I have a regex pattern that works perfectly in Python and various other languages, but is failing to capture the sub matches I need for my implementation in a VBScript regex (the engine of which is apparently almost identical to JavaScript). The pattern in question is as follows:
"Sincerely,[\s\n]+([\w\.]+)\s+(\w+)\s+(.+)[\s\n]+(\d+\s.+)[\s\n]+(.+)"
An example test case is as follows:
email received 3/30/17:
Dear Sir,
Hello
Sincerely,
Mr. Robert Thomas
1104 Madison Avenue
New York, NY 10021
email received 3/30/17:
Dear Sir,
Hello
Sincerely,
Ms. Angela Carraway
402 Arlington Drive
Concord, MA 01742
The objective is for a global regex that extracts 5 subgroups out of this example match after a variable keyword which here is "Sincerely,". The subgroups should be Ms.
(1st subgroup), Angela
(second subgroup), Carraway (third subgroup), 402 Arlington Drive (fourth subgroup), Concord, MA 01742 (fifth subgroup). In Python, it matches the 5 groups perfectly in a Regex tester, yet for VBScript (the JavaScript engine) it matches the entire string as a match, but with no subgroups at all. Therefore when I call the sub matches in an Excel VBA macro to write to a cell, I get all of the text jumbled up into a couple cells. What am I doing wrong? Is there some character that I am missing that is disabling capturing subgroups? If so what is the critical difference between these two engines so that I can avoid this in the future and how could one fix this pattern in this test case? I've tried reading about the differences online, yet everything said seems to be only small differences that should cause the issue I am having. Any help would be greatly appreciated because I cannot seem to isolate the difference/problem. Thank you!

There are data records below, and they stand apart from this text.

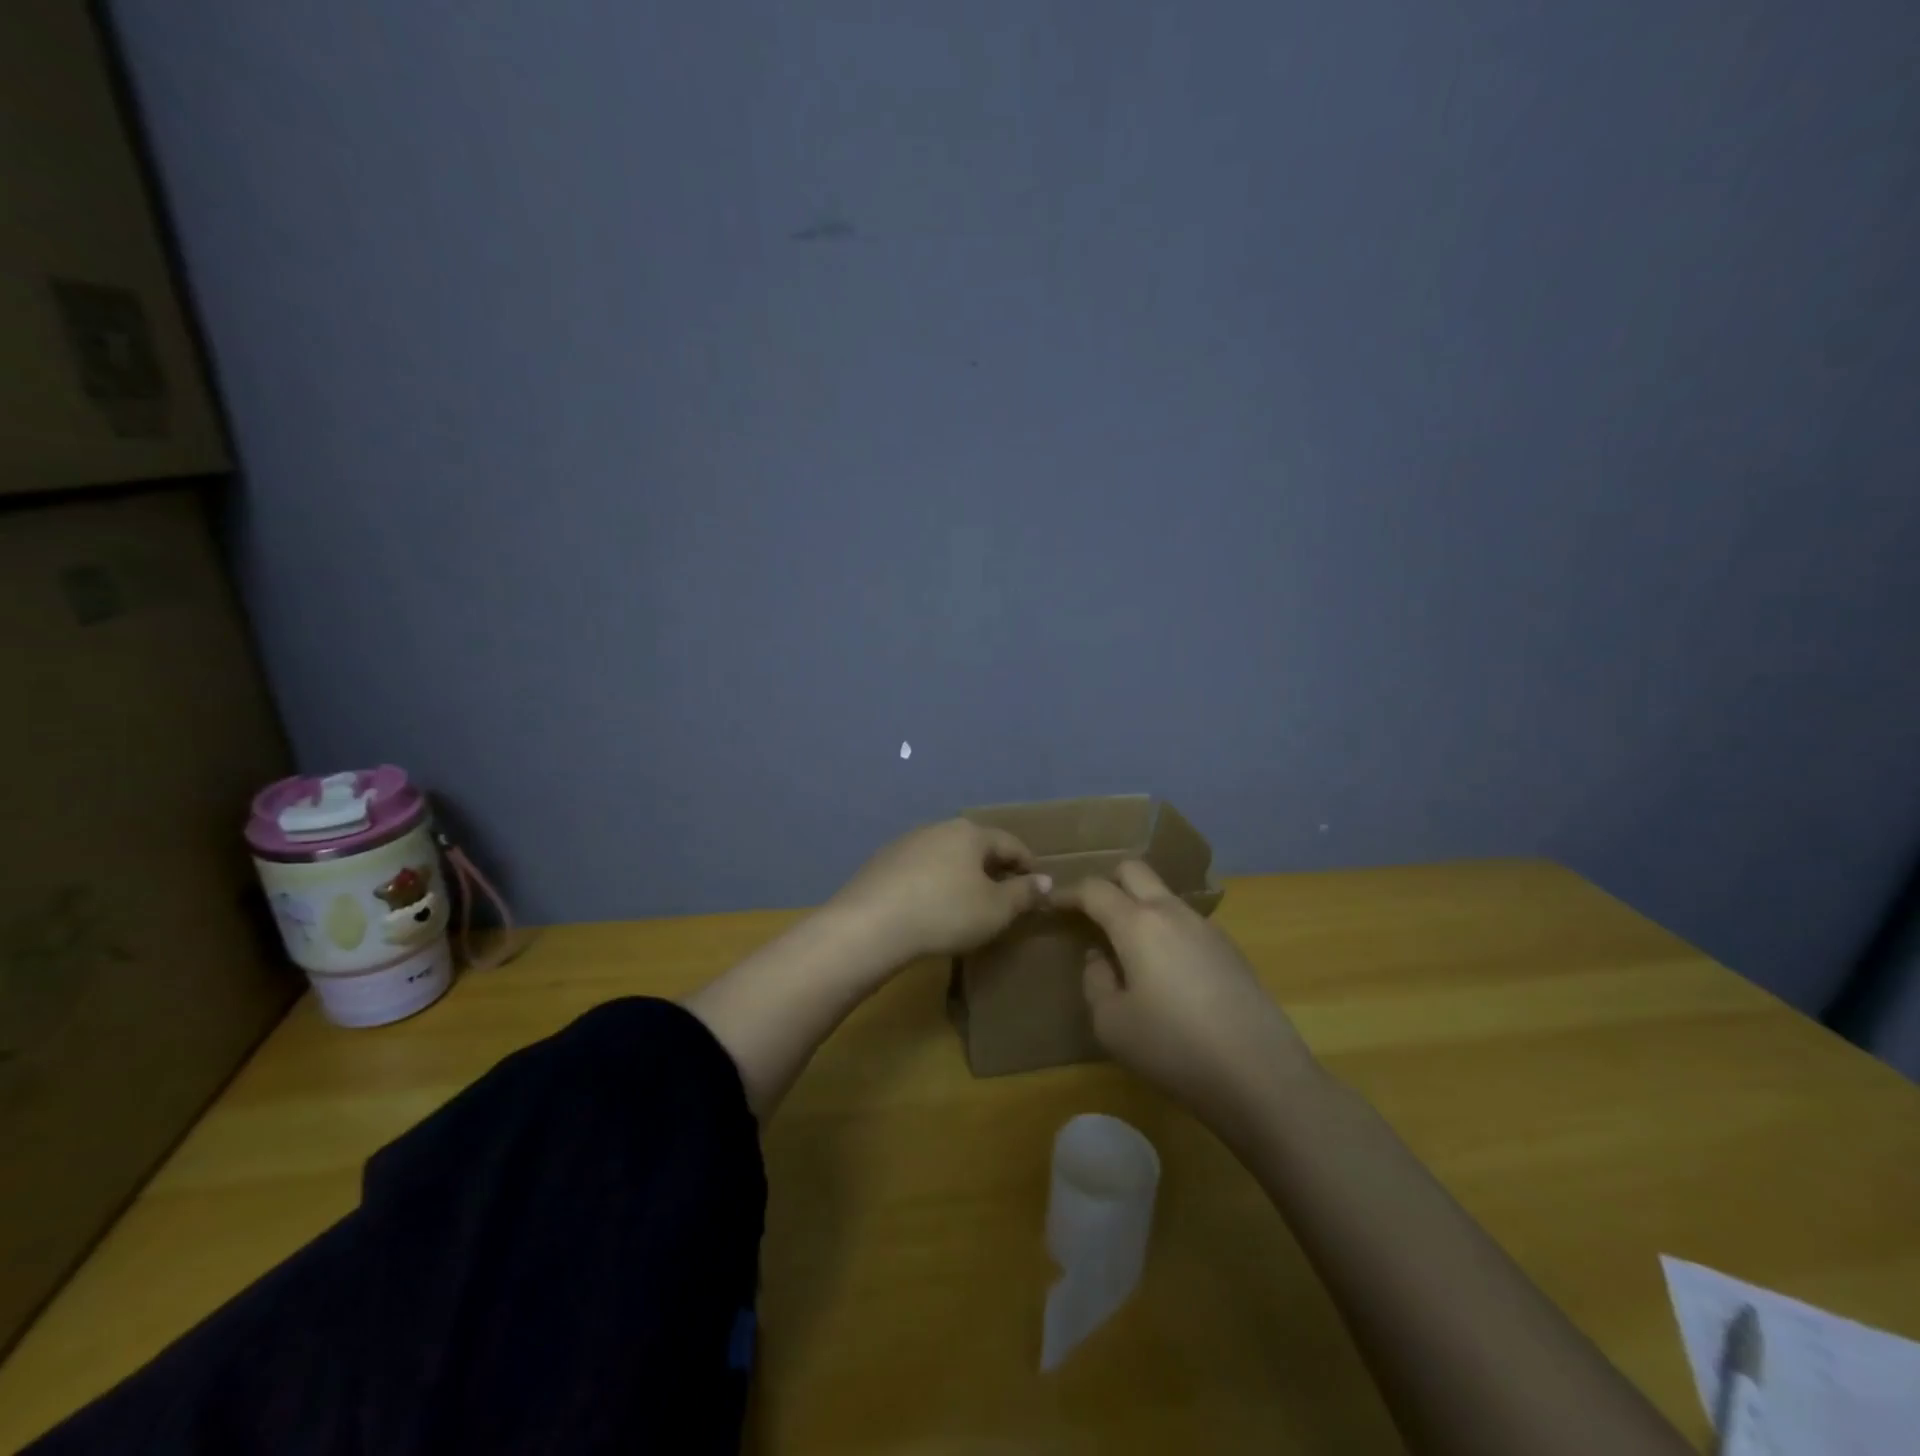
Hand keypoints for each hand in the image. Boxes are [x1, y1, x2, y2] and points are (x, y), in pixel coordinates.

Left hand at [829, 818, 1050, 963]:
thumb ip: (1023, 894)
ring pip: (946, 855)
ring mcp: (907, 842)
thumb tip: (1045, 880)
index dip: (1028, 864)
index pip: (1011, 843)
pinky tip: (932, 905)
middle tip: (1005, 894)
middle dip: (993, 867)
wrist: (870, 924)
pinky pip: (921, 868)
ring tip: (968, 901)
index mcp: (971, 833)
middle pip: (976, 846)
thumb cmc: (945, 913)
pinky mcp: (883, 861)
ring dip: (962, 874)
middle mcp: (939, 828)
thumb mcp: (995, 910)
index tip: (1037, 885)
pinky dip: (934, 882)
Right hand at [1053, 861, 1316, 1136]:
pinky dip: (1165, 930)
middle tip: (1090, 914)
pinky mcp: (1230, 950)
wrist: (1261, 1075)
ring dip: (1139, 906)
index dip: (1069, 893)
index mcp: (1137, 923)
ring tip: (1127, 946)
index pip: (1095, 889)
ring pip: (1163, 895)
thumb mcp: (1111, 1023)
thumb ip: (1095, 981)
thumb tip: (1102, 958)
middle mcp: (1172, 912)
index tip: (1052, 904)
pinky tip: (1165, 971)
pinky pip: (1186, 923)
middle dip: (1107, 882)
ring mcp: (1207, 928)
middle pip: (1134, 871)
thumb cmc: (1173, 1048)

Edit: The following is the VBA code that utilizes the regex:
Sub regex()
Dim docxinput As String
Dim keyword As Variant
Dim patterninput As Variant
Dim pattern As String
Dim regex As New RegExp
docxinput = Application.GetOpenFilename(Title:="Step #1: Enter Word Document Input File Name")
Dim wrdApp As Word.Application
Dim wrdDoc As Word.Document
Dim strInput As String
Set wrdApp = CreateObject("Word.Application")
wrdApp.Visible = False
Set wrdDoc = wrdApp.Documents.Open(docxinput)
strInput = wrdDoc.Range.Text
Debug.Print (strInput)
wrdDoc.Close 0
Set wrdDoc = Nothing
wrdApp.Quit
Set wrdApp = Nothing
pattern = "Sincerely,[\s\n]+([\w\.]+)\s+(\w+)\s+(.+)[\s\n]+(\d+\s.+)[\s\n]+(.+)"
Dim objMatches As MatchCollection
With regex
.Global = True
.MultiLine = True
.IgnoreCase = False
.pattern = pattern
End With
Set objMatches = regex.Execute(strInput)
Dim row As Variant
Dim SubMatches As Variant
row = 2
For Each SubMatches In objMatches
Cells(row, 1).Value = objMatches(0).SubMatches(0)
Cells(row, 2).Value = objMatches(0).SubMatches(1)
Cells(row, 3).Value = objMatches(0).SubMatches(2)
Cells(row, 4).Value = objMatches(0).SubMatches(3)
Cells(row, 5).Value = objMatches(0).SubMatches(4)
row = row + 1
Next
End Sub
This is a picture of the results. As you can see, The first two subgroups work but then the regex (or at least I think) runs into grouping error and dumps almost of the other content into the next column. It then moves onto the fourth column, running into errors there as well. Is this an issue with the code iterating or the regex itself. I have tried to troubleshoot the code and cannot find reasons why it cannot break the text up correctly other than the regex being at fault. Any thoughts?